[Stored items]
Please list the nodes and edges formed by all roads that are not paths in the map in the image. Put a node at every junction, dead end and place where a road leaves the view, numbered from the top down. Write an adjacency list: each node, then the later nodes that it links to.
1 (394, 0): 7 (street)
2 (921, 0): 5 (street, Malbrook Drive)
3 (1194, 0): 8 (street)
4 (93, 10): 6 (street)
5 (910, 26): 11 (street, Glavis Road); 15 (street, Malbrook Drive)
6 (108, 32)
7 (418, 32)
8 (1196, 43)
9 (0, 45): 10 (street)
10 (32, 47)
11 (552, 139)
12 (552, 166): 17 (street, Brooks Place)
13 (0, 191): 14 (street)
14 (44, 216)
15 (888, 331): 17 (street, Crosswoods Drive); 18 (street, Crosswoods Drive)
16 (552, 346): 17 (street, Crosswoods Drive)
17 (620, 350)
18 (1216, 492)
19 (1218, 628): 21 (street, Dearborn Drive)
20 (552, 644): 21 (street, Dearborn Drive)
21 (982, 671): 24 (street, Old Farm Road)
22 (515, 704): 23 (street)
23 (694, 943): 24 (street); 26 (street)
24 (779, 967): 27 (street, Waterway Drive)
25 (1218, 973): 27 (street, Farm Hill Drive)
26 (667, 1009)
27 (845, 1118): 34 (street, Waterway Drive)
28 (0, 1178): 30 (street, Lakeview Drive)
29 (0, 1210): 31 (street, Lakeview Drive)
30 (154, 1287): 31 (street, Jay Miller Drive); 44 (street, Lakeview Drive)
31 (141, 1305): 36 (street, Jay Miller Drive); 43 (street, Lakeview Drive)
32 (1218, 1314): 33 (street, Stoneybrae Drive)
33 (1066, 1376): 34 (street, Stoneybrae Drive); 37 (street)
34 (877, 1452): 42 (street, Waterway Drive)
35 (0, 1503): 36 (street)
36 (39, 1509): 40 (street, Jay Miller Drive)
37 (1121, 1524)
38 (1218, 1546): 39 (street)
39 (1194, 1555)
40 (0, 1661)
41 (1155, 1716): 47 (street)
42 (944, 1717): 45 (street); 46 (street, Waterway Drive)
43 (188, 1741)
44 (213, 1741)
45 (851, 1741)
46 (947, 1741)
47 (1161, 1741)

Problem to work on:
Determine the number of lines in the preceding data that contain the word "Miller". Reply with that number only.

Solution to the exercise:
3